--- DATASET ENTRIES ---
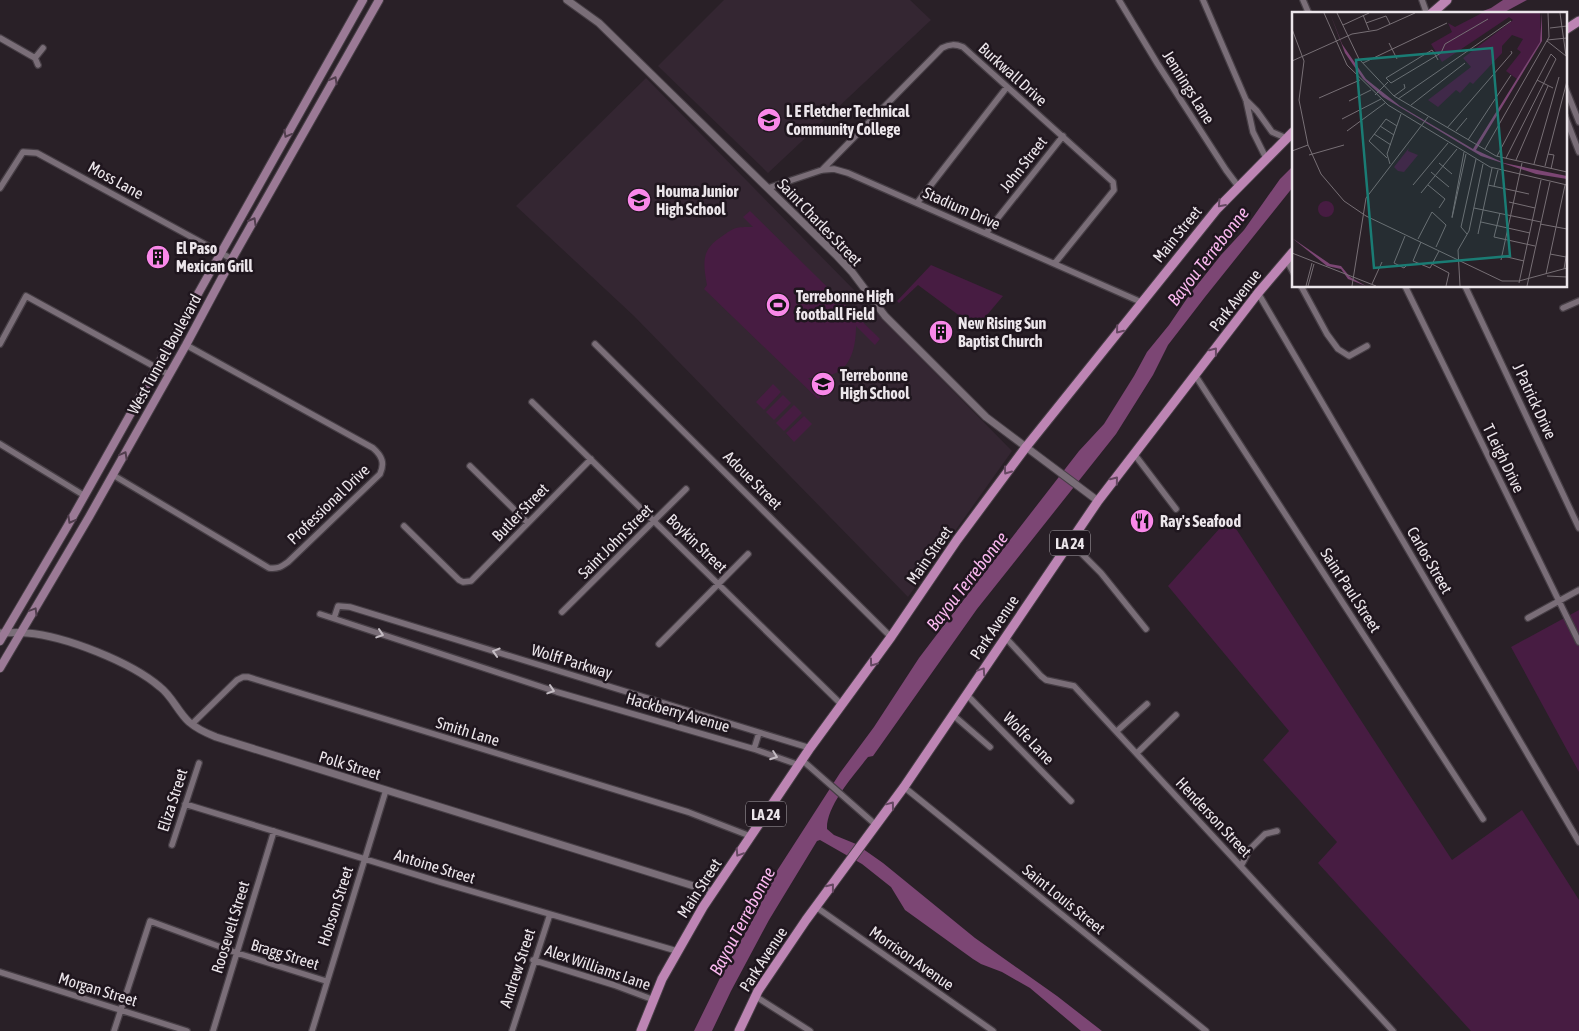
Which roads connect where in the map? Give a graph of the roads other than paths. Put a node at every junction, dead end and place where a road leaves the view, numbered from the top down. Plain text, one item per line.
1 (362, 0) edge
2 (380, 0) edge
3 (567, 0) edge
4 (1119, 0) edge
5 (1203, 0) edge
6 (1303, 0) edge
7 (1422, 0) edge
8 (1447, 0) edge
9 (1308, 12) edge
10 (1426, 12) edge
11 (1433, 12) edge
12 (1579, 21) edge
13 (1566, 29) edge
14 (0, 38) edge
15 (43, 48) dead end
16 (35, 58) junction
17 (38, 65) dead end
18 (1007, 87) junction
19 (1566, 90) edge
20 (1246, 100) junction
21 (1566, 119) edge
22 (1579, 122) edge
23 (1290, 135) edge
24 (1063, 136) junction
25 (1579, 152) edge
26 (1266, 158) junction
27 (822, 170) junction
28 (1238, 186) junction
29 (0, 188) edge
30 (768, 188) junction
31 (916, 203) junction
32 (986, 233) junction
33 (1292, 253) edge
34 (220, 254) junction
35 (232, 259) junction
36 (1286, 259) junction
37 (1055, 263) junction
38 (1292, 270) edge
39 (1302, 288) edge
40 (1406, 288) edge
41 (1466, 288) edge
42 (1258, 293) junction
43 (1579, 301) edge
44 (1141, 302) junction
45 (1563, 308) dead end
46 (0, 344) edge
47 (594, 344) dead end
48 (186, 346) junction
49 (1367, 346) dead end
50 (157, 368) junction
51 (168, 374) junction
52 (1195, 375) junction
53 (532, 402) dead end
54 (0, 444) edge
55 (1026, 447) junction
56 (1134, 454) junction
57 (591, 460) junction
58 (470, 466) dead end
59 (113, 476) junction
60 (686, 490) dead end
61 (85, 496) junction
62 (1098, 501) junction
63 (1176, 509) dead end
64 (655, 522) junction
65 (528, 523) junction
66 (404, 526) dead end
67 (1579, 528) edge
68 (1070, 542) junction
69 (748, 554) dead end
70 (718, 584) junction
71 (1579, 590) edge
72 (1559, 601) junction
73 (562, 612) dead end
74 (320, 614) dead end
75 (334, 618) junction
76 (1528, 618) dead end
77 (1146, 629) dead end
78 (2, 633) edge
79 (21, 633) junction
80 (891, 636) junction
81 (1005, 637) junction
82 (0, 641) edge
83 (1579, 642) edge
84 (659, 644) dead end
85 (0, 668) edge
86 (967, 695) junction
87 (1146, 704) dead end
88 (842, 705) junction
89 (953, 715) junction
90 (1176, 715) dead end
91 (192, 724) junction
92 (1117, 731) junction
93 (759, 733) junction
94 (990, 747) dead end
95 (810, 748) junction
96 (754, 749) junction
97 (1137, 753) junction
98 (800, 762) junction
99 (198, 763) dead end
100 (904, 787) junction
101 (386, 790) junction
102 (1071, 801) dead end
103 (186, 804) junction
104 (1483, 819) dead end
105 (876, 825) junction
106 (274, 831) junction
107 (1277, 831) dead end
108 (750, 836) junction
109 (1579, 842) edge
110 (172, 845) dead end
111 (365, 859) junction
112 (1240, 866) junction
113 (713, 892) junction
114 (816, 907) junction
115 (550, 914) junction
116 (677, 951) junction
117 (236, 953) junction
118 (534, 960) junction
119 (0, 974) edge
120 (326, 981) junction
121 (755, 996) junction
122 (654, 1000) junction
123 (120, 1010) junction
124 (114, 1031) edge
125 (187, 1031) edge
126 (213, 1031) edge
127 (312, 1031) edge
128 (512, 1031) edge
129 (641, 1031) edge
130 (739, 1031) edge
131 (810, 1031) edge
132 (993, 1031) edge
133 (1206, 1031) edge
134 (1393, 1031) edge

1 -> 34 main road, West Tunnel Boulevard
35 -> 2 main road, West Tunnel Boulevard
3 - 30 street, Saint Charles Street
4 - 28 street, Jennings Lane
5 - 20 street
6 - 9 street
7 - 10 street
8 - 11 main road
12 - 13 main road
14 - 16 street
15 - 16 street
16 - 17 street
18 - 24 street, Burkwall Drive
18 - 27 street, Burkwall Drive
18 - 31 street
19 - 22 street
20 - 23 street
20 - 26 street
21 - 25 street
23 - 26 main road, Main Street / LA 24
24 - 32 street, John Street
24 - 37 street, Burkwall Drive
26 - 28 main road, Main Street / LA 24
27 - 30 street, Stadium Drive
27 - 31 street, Stadium Drive
28 -> 44 main road, Main Street / LA 24
29 - 34 street, Moss Lane
30 - 55 street, Saint Charles Street
31 - 32 street, Stadium Drive
32 - 37 street, Stadium Drive
33 - 36 main road, Park Avenue / LA 24
34 - 35 street, Moss Lane
34 - 50 main road, West Tunnel Boulevard
35 - 48 main road, West Tunnel Boulevard
36 - 38 street
36 - 42 main road, Park Avenue / LA 24
37 - 44 street, Stadium Drive
39 - 49 street
40 - 72 street, T Leigh Drive
41 - 67 street, J Patrick Drive
52 -> 42 main road, Park Avenue / LA 24
42 - 109 street, Carlos Street
43 - 45 street
44 -> 55 main road, Main Street / LA 24
46 - 50 street
47 - 80 street, Adoue Street
48 - 51 main road, West Tunnel Boulevard
48 - 59 street, Professional Drive
50 - 51 street
50 - 61 main road, West Tunnel Boulevard
59 -> 51 main road, West Tunnel Boulevard
52 - 56 main road, Park Avenue / LA 24
52 - 104 street, Saint Paul Street
53 - 57 street, Boykin Street
54 - 61 street
55 - 62 street, Saint Charles Street
55 -> 80 main road, Main Street / LA 24
62 -> 56 main road, Park Avenue / LA 24
56 - 63 street
57 - 64 street, Boykin Street
57 - 65 street, Butler Street
58 - 65 street
79 -> 59 main road, West Tunnel Boulevard
60 - 64 street, Saint John Street
61 -> 78 main road, West Tunnel Boulevard
62 - 68 main road, Park Avenue / LA 24
64 - 70 street, Boykin Street
64 - 73 street, Saint John Street
65 - 66 street, Butler Street
68 - 77 street
68 - 81 main road, Park Avenue / LA 24
69 - 70 street
70 - 84 street
70 - 88 street, Boykin Street
71 - 72 street
72 - 76 street
72 - 83 street, T Leigh Drive
74 - 75 street, Hackberry Avenue
93 -> 75 street, Wolff Parkway
75 -> 96 street, Hackberry Avenue
78 - 79 street, Polk Street
78 - 82 main road, West Tunnel Boulevard
79 - 85 main road, West Tunnel Boulevard
79 - 91 street, Polk Street
80 -> 88 main road, Main Street / LA 24
86 -> 81 main road, Park Avenue / LA 24
81 - 92 street, Henderson Street
86 - 89 main road, Park Avenue / LA 24
86 - 102 street, Wolfe Lane
87 - 92 street
88 - 95 main road, Main Street / LA 24
89 - 94 street
89 - 100 main road, Park Avenue / LA 24
90 - 97 street
91 - 101 street, Polk Street
91 - 108 street, Smith Lane
92 - 97 street, Henderson Street
93 - 95 street, Wolff Parkway
93 - 96 street
95 - 98 main road, Main Street / LA 24
96 -> 98 street, Hackberry Avenue
97 - 112 street, Henderson Street
98 - 105 street, Hackberry Avenue
98 - 108 main road, Main Street / LA 24
99 - 103 street, Eliza Street
105 -> 100 main road, Park Avenue / LA 24
100 - 133 street, Saint Louis Street
101 - 111 street, Hobson Street
101 - 113 street, Polk Street
103 - 106 street, Antoine Street
103 - 110 street, Eliza Street
114 -> 105 main road, Park Avenue / LA 24
106 - 111 street, Antoine Street
106 - 117 street, Roosevelt Street
107 - 112 street
108 -> 113 main road, Main Street / LA 24
111 - 115 street, Antoine Street
111 - 120 street, Hobson Street
112 - 134 street, Henderson Street
113 - 116 main road, Main Street / LA 24
114 - 121 main road, Park Avenue / LA 24
114 - 132 street, Morrison Avenue
115 - 116 street, Antoine Street
115 - 118 street, Andrew Street
116 - 122 main road, Main Street / LA 24
117 - 120 street, Bragg Street
117 - 123 street, Bragg Street
117 - 126 street, Roosevelt Street
118 - 122 street, Alex Williams Lane
118 - 128 street, Andrew Street
119 - 123 street, Morgan Street
120 - 127 street, Hobson Street
121 - 130 main road, Park Avenue / LA 24
121 - 131 street
122 - 129 main road, Main Street / LA 24
123 - 124 street
123 - 125 street, Morgan Street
---
▶ _WHAT IS EXPECTED_
Report how many lines in the data include the word "Charles". Nothing else is needed.

▶ _RESPONSE BELOW_
3